◆ **GOAL OF THE EXERCISE**
Before repeating the entries below, strip out every picture and keep all else as it is.

::: RECORDS SUPPLIED

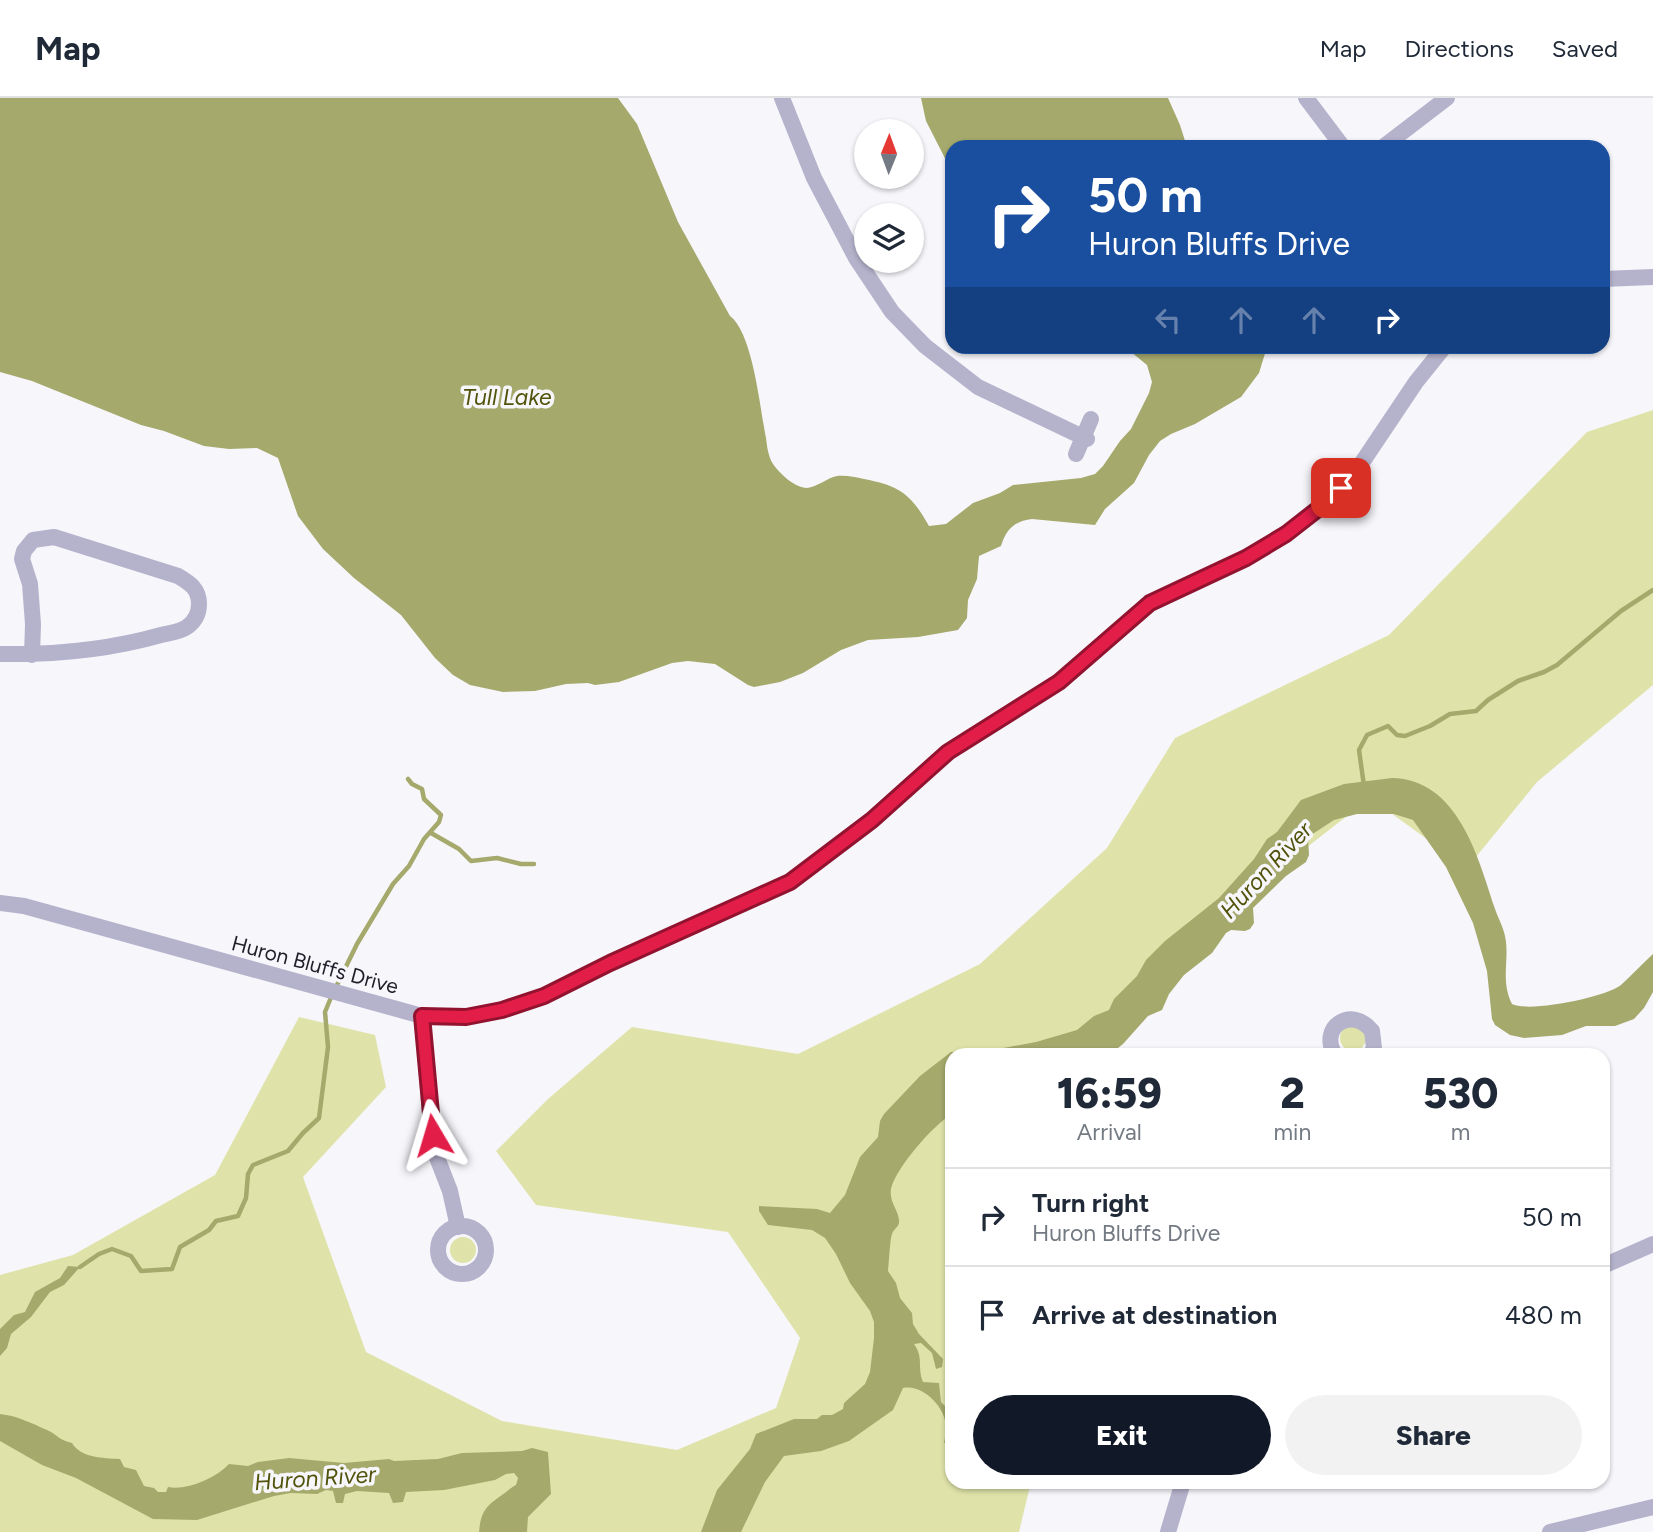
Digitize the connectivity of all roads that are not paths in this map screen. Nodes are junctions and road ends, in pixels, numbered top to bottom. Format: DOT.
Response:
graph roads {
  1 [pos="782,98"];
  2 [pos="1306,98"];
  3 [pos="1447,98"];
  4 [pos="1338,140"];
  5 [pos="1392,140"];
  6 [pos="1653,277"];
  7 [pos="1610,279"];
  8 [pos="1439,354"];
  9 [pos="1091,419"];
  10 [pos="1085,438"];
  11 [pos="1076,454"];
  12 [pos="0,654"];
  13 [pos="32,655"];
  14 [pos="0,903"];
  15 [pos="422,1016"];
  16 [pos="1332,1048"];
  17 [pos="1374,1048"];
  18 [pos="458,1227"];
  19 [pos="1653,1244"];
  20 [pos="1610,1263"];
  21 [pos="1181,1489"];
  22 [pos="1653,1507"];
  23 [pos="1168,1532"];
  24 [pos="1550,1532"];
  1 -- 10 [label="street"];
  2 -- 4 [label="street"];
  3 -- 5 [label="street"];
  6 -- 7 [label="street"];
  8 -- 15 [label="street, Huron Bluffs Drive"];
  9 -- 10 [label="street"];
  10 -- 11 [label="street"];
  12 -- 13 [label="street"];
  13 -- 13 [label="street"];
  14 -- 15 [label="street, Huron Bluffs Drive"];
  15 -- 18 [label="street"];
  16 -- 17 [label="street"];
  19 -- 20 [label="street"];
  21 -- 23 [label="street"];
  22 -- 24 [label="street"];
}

::::::

◆ **SOLUTION TO THE PROBLEM**
Digitize the connectivity of all roads that are not paths in this map screen. Nodes are junctions and road ends, in pixels, numbered top to bottom. Format: DOT.
Response:
graph roads {
  1 [pos="782,98"];
  2 [pos="1306,98"];
  3 [pos="1447,98"];
  4 [pos="1338,140"];
  5 [pos="1392,140"];
  6 [pos="1653,277"];
  7 [pos="1610,279"];
  8 [pos="1439,354"];
  9 [pos="1091,419"];
  10 [pos="1085,438"];
  11 [pos="1076,454"];
  12 [pos="0,654"];
  13 [pos="32,655"];
  14 [pos="0,903"];
  15 [pos="422,1016"];
  16 [pos="1332,1048"];
  17 [pos="1374,1048"];
  18 [pos="458,1227"];
  19 [pos="1653,1244"];
  20 [pos="1610,1263"];
  21 [pos="1181,1489"];
  22 [pos="1653,1507"];
  23 [pos="1168,1532"];
  24 [pos="1550,1532"];
  1 -- 10 [label="street"];
  2 -- 4 [label="street"];
  3 -- 5 [label="street"];
  6 -- 7 [label="street"];
  8 -- 15 [label="street, Huron Bluffs Drive"];
  9 -- 10 [label="street"];
  10 -- 11 [label="street"];
  12 -- 13 [label="street"];
  13 -- 13 [label="street"];
  14 -- 15 [label="street, Huron Bluffs Drive"];
  15 -- 18 [label="street"];
  16 -- 17 [label="street"];
  19 -- 20 [label="street"];
  21 -- 23 [label="street"];
  22 -- 24 [label="street"];
}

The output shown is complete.